SOYEZ MES IMITATEURS

1 Co 10, 31- 1 Co 11,1 ; Lc 9, 57-62
St Ignace de Loyola - (31 juillet 1981)
Homélie du Frère Michel MORIN


U

n texte de la liturgie nous dit que "Dieu habite et prend son plaisir dans le cœur des saints". Et vous avez peut-être remarqué la dernière phrase de l'épître aux Éphésiens où saint Paul dit "Montrez-vous mes imitateurs, comme moi je le suis du Christ.". Saint Paul, souvent, dans plusieurs de ses épîtres surtout la première aux Corinthiens, la première aux Thessaloniciens ou celle aux Philippiens, demande à ses auditeurs, à ses lecteurs de l'imiter. "Devenez semblable à moi" dit-il. "Montrez-vous mes imitateurs " - "Vous avez plusieurs pédagogues, mais vous n'avez qu'un père qu'il faut imiter, moi, qui vous ai engendrés dans le Christ".

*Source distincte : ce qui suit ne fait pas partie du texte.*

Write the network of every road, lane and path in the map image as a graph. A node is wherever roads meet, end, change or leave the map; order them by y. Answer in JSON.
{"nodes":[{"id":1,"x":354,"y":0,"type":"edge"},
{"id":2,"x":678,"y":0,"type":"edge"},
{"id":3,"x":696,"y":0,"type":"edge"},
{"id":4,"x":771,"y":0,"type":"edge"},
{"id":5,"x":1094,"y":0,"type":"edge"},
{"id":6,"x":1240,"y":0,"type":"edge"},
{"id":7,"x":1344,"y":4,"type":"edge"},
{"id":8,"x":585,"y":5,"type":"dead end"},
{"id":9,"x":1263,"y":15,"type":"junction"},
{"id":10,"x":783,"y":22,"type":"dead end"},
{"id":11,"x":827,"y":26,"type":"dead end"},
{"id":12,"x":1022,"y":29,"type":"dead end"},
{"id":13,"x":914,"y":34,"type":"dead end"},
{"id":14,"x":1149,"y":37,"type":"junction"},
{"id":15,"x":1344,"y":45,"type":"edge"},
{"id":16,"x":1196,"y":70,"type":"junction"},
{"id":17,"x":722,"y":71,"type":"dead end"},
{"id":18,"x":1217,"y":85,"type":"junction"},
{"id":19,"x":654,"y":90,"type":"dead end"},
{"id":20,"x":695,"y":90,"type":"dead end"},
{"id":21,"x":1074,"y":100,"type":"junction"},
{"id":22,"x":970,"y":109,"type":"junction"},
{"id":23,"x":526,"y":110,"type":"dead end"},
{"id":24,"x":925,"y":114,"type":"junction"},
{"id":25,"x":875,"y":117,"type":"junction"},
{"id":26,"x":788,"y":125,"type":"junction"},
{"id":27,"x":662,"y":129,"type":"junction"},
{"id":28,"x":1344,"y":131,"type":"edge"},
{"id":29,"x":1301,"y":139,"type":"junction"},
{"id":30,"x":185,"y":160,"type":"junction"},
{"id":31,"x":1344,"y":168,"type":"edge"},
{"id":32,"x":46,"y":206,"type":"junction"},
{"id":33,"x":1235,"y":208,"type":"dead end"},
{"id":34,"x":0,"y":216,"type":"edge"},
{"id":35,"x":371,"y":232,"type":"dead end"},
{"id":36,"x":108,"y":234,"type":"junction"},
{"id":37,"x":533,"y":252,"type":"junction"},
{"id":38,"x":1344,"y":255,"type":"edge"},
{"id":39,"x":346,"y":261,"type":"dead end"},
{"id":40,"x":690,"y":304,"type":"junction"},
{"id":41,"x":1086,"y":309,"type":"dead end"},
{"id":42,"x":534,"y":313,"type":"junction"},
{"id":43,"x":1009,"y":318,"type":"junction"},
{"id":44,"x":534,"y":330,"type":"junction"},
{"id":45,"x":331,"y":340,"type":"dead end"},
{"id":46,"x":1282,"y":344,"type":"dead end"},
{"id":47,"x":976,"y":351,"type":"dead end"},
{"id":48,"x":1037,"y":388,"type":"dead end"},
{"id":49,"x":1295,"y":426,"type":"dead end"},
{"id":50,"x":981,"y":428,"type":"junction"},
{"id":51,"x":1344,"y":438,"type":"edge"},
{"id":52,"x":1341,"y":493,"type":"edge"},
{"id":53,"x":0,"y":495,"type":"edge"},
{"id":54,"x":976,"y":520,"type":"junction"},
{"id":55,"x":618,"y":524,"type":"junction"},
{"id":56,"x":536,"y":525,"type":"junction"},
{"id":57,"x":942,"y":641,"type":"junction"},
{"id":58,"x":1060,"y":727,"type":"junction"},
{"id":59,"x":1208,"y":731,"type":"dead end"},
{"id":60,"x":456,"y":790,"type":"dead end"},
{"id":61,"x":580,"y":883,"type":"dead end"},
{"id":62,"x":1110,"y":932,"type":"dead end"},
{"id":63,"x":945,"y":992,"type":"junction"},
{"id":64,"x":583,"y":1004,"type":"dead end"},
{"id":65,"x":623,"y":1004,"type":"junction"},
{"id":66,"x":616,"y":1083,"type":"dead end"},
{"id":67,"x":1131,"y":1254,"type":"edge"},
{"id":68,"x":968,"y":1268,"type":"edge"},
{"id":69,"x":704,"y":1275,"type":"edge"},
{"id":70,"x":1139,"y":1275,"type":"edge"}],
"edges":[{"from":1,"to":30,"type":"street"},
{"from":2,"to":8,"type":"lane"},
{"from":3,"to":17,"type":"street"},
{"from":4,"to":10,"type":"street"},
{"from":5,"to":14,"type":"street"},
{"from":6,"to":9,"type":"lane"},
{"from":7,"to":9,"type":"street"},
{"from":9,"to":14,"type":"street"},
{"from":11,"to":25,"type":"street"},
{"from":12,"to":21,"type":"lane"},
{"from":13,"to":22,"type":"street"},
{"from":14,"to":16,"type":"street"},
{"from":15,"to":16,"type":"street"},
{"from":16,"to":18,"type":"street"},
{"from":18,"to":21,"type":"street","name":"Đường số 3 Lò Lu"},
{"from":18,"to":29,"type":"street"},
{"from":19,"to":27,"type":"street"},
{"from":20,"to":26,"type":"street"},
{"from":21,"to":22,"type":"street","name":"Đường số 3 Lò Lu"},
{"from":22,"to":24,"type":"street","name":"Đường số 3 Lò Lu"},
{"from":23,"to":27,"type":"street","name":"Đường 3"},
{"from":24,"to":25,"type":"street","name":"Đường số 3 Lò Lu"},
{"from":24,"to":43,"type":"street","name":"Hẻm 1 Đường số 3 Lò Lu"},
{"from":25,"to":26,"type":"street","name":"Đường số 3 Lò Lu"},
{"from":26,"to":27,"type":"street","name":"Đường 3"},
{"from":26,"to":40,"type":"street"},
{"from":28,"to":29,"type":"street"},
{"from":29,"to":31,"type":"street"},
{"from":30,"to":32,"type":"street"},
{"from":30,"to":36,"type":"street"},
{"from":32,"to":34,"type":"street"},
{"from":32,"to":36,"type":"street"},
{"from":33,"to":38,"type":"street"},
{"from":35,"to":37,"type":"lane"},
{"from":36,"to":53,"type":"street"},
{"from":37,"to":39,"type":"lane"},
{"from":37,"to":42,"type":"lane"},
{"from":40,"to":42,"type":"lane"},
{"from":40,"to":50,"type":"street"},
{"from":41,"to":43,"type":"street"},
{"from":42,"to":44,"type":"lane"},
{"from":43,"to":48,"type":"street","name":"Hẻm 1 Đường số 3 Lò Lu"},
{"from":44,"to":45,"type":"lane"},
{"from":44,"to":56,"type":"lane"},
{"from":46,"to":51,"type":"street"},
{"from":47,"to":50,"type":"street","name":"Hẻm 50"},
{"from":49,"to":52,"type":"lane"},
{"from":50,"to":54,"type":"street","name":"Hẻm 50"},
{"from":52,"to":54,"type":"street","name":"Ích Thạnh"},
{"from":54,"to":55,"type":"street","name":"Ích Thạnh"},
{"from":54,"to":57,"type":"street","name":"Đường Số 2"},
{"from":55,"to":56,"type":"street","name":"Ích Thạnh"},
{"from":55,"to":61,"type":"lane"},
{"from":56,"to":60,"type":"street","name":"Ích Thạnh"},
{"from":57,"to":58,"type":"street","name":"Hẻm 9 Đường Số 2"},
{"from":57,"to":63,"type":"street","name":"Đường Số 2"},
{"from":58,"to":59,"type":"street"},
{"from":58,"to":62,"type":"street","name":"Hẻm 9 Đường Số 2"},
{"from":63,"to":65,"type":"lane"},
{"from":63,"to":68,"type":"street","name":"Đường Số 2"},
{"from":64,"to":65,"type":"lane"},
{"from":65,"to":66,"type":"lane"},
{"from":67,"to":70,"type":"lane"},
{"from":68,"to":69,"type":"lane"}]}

       Cela peut nous paraître audacieux et quelque peu orgueilleux de la part de saint Paul, de vouloir que les autres disciples, les chrétiens l'imitent, lui Paul. Cependant, il y a dans cette phrase, dans cette idée une réalité profonde. Car saint Paul, il le dit lui-même, est habité par la présence de Dieu. Sa vie n'est plus tout à fait la sienne, c'est celle du Christ en lui. Lui-même imite Dieu. Lui-même a comme modèle de vie, l'image du Christ qui, petit à petit, est façonnée dans son cœur et dans sa vie. Ce qu'il faut imiter dans saint Paul, ce n'est pas le côté humain de saint Paul, mais c'est justement cette présence du Christ qui a fait en lui sa demeure. Et, en imitant Saint Paul, les chrétiens qui le connaissaient, avaient contact avec le Christ Lui-même. C'était une façon de rencontrer le Christ qui vivait dans le cœur de Paul et qui se manifestait par sa charité, par sa prédication, par son austérité.

       "Montrez-vous mes imitateurs comme moi-même je le suis de Dieu." Tout à l'heure, nous lisions dans l'évangile, que le Christ "n'a pas de pierre où reposer sa tête, alors que les renards ont des tanières et les oiseaux des nids", mais c'est parce que le Christ, désormais, repose en chacun d'entre nous et qu'Il n'a pas besoin d'une pierre, d'un lit ou d'un nid, choses matérielles, choses de ce monde humain. La présence du Christ aujourd'hui, elle est à l'intérieur de nous-mêmes. Il repose en nous et il prend son plaisir en nous. Et ainsi, nous devons être, aujourd'hui encore, imitateurs les uns des autres. Imitateurs, parce que chacun d'entre nous est présence de Dieu, chacun d'entre nous révèle à l'autre quelque chose du visage de Dieu. Et cela, il faut absolument le discerner le découvrir dans l'autre, pour l'aimer tel qu'il est, mais pour aimer le Christ en lui, tel que le Christ veut se manifester par le visage et la vie de l'autre.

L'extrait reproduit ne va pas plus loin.